(Stored records)
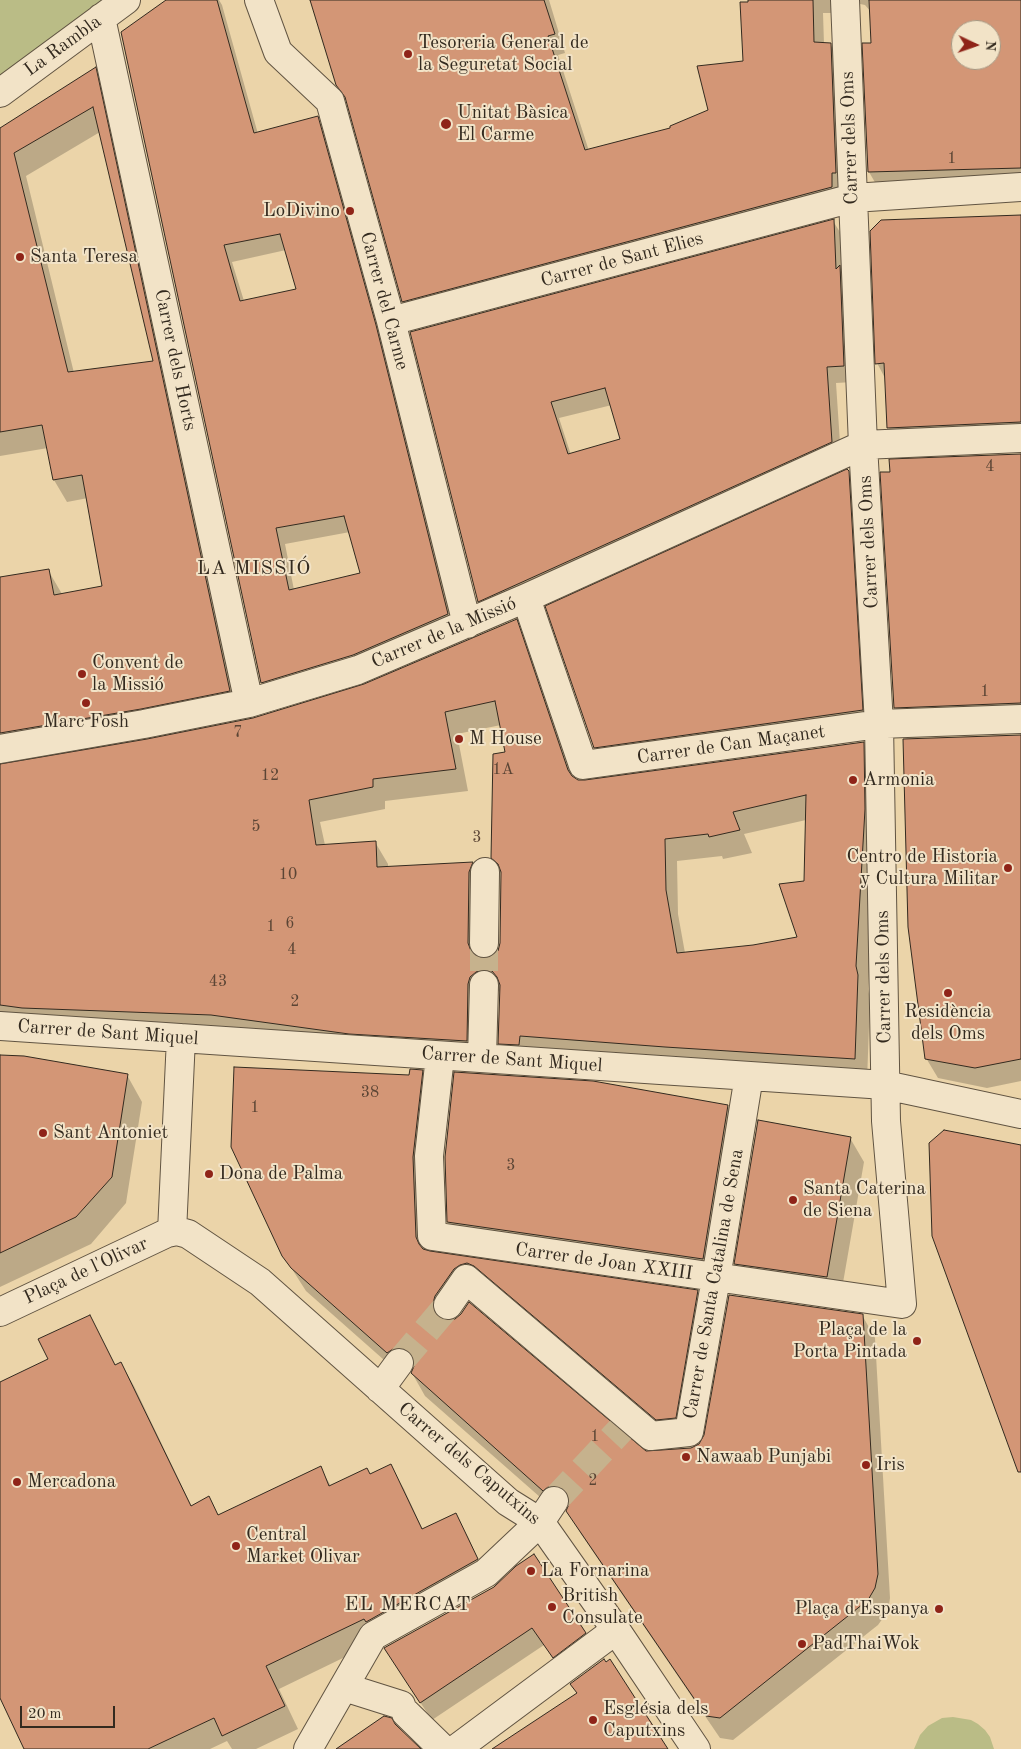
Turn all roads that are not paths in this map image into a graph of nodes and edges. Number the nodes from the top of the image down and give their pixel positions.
1 (126, 0) edge
2 (259, 0) edge
3 (845, 0) edge
4 (101, 18) junction
5 (0, 93) edge
6 (1021, 187) edge
7 (853, 198) junction
8 (391, 322) junction
9 (1021, 438) edge
10 (864, 445) junction
11 (526, 598) junction
12 (467, 624) junction
13 (249, 703) junction
14 (1021, 719) edge
15 (879, 724) junction
16 (0, 748) edge
17 (486, 872) dead end
18 (484, 943) tunnel mouth
19 (484, 985) tunnel mouth
20 (0, 1026) edge
21 (181, 1038) junction
22 (440, 1056) junction
23 (482, 1058) junction
24 (749, 1076) junction
25 (885, 1085) junction
26 (1021, 1114) edge
27 (172, 1232) junction
28 (464, 1242) junction
29 (716, 1278) junction
30 (466, 1280) junction
31 (260, 1282) joint
32 (448, 1305) tunnel mouth
33 (0, 1312) edge
34 (400, 1364) tunnel mouth
35 (380, 1389) junction
36 (547, 1512) junction
37 (616, 1630) junction
38 (344, 1687) junction
39 (308, 1749) edge
40 (443, 1749) edge
41 (456, 1749) edge
42 (696, 1749) edge

1 - 4 street, La Rambla
2 - 8 street, Carrer del Carme
3 - 7 street, Carrer dels Oms
4 - 5 street, La Rambla
4 - 13 street, Carrer dels Horts
6 - 7 street, Carrer de Sant Elies
7 - 8 street, Carrer de Sant Elies
7 - 10 street, Carrer dels Oms
8 - 12 street, Carrer del Carme
9 - 10 street
10 - 11 street, Carrer de la Missió
10 - 15 street, Carrer dels Oms
11 - 12 street, Carrer de la Missió
11 - 15 street, Carrer de Can Maçanet
12 - 13 street, Carrer de la Missió
13 - 16 street, Carrer de la Missió
14 - 15 street, Carrer de Can Maçanet
15 - 25 street, Carrer dels Oms
17 - 18 street
19 - 23 street
20 - 21 street, Carrer de Sant Miquel
21 - 22 street, Carrer de Sant Miquel
21 - 27 street, Plaça de l'Olivar
22 - 23 street, Carrer de Sant Miquel
22 - 28 street, Carrer de Joan XXIII
23 - 24 street, Carrer de Sant Miquel
24 - 25 street, Carrer de Sant Miquel
24 - 29 street, Carrer de Santa Catalina de Sena
25 - 26 street, Carrer de Sant Miquel
25 - 29 street, Carrer de Joan XXIII
27 - 31 street, Plaça de l'Olivar
27 - 33 street, Plaça de l'Olivar
28 - 29 street, Carrer de Joan XXIII
28 - 30 street
29 - 30 street, Carrer de Santa Catalina de Sena
30 - 32 street
31 - 35 street, Carrer dels Caputxins
34 - 35 street
35 - 36 street, Carrer dels Caputxins
36 - 37 street, Carrer dels Caputxins
36 - 38 street
37 - 41 street
37 - 42 street, Carrer dels Caputxins
38 - 39 street
38 - 40 street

• [Work request] The expected output is every entry above, character for character, with no pictures.

• [Worked solution]
Turn all roads that are not paths in this map image into a graph of nodes and edges. Number the nodes from the top of the image down and give their pixel positions.
1 (126, 0) edge
2 (259, 0) edge
3 (845, 0) edge
4 (101, 18) junction
5 (0, 93) edge
6 (1021, 187) edge
7 (853, 198) junction
8 (391, 322) junction
9 (1021, 438) edge
10 (864, 445) junction
11 (526, 598) junction
12 (467, 624) junction
13 (249, 703) junction
14 (1021, 719) edge
15 (879, 724) junction
16 (0, 748) edge
17 (486, 872) dead end
18 (484, 943) tunnel mouth
19 (484, 985) tunnel mouth
20 (0, 1026) edge
21 (181, 1038) junction
22 (440, 1056) junction
23 (482, 1058) junction
24 (749, 1076) junction
25 (885, 1085) junction
26 (1021, 1114) edge
27 (172, 1232) junction
28 (464, 1242) junction
29 (716, 1278) junction
30 (466, 1280) junction
31 (260, 1282) joint
32 (448, 1305) tunnel mouth
33 (0, 1312) edge
34 (400, 1364) tunnel mouth
35 (380, 1389) junction
36 (547, 1512) junction
37 (616, 1630) junction
38 (344, 1687) junction
39 (308, 1749) edge
40 (443, 1749) edge
41 (456, 1749) edge
42 (696, 1749) edge

1 - 4 street, La Rambla
2 - 8 street, Carrer del Carme
3 - 7 street, Carrer dels Oms
4 - 5 street, La Rambla
4 - 13 street, Carrer dels Horts
6 - 7 street, Carrer de Sant Elies
7 - 8 street, Carrer de Sant Elies
7 - 10 street, Carrer dels Oms
8 - 12 street, Carrer del Carme
9 - 10 street
10 - 11 street, Carrer de la Missió
10 - 15 street, Carrer dels Oms
11 - 12 street, Carrer de la Missió
11 - 15 street, Carrer de Can Maçanet
12 - 13 street, Carrer de la Missió
13 - 16 street, Carrer de la Missió
14 - 15 street, Carrer de Can Maçanet
15 - 25 street, Carrer dels Oms
17 - 18 street
19 - 23 street
20 - 21 street, Carrer de Sant Miquel
21 - 22 street, Carrer de Sant Miquel
21 - 27 street, Plaça de l'Olivar
22 - 23 street, Carrer de Sant Miquel
22 - 28 street, Carrer de Joan XXIII
23 - 24 street, Carrer de Sant Miquel
24 - 25 street, Carrer de Sant Miquel
24 - 29 street, Carrer de Santa Catalina de Sena
25 - 26 street, Carrer de Sant Miquel
25 - 29 street, Carrer de Joan XXIII
27 - 31 street, Plaça de l'Olivar
27 - 33 street, Plaça de l'Olivar
28 - 29 street, Carrer de Joan XXIII
28 - 30 street
29 - 30 street, Carrer de Santa Catalina de Sena
30 - 32 street
31 - 35 street, Carrer dels Caputxins
34 - 35 street
35 - 36 street, Carrer dels Caputxins
36 - 37 street, Carrer dels Caputxins
36 - 38 street
37 - 41 street
37 - 42 street, Carrer dels Caputxins
38 - 39 street
38 - 40 street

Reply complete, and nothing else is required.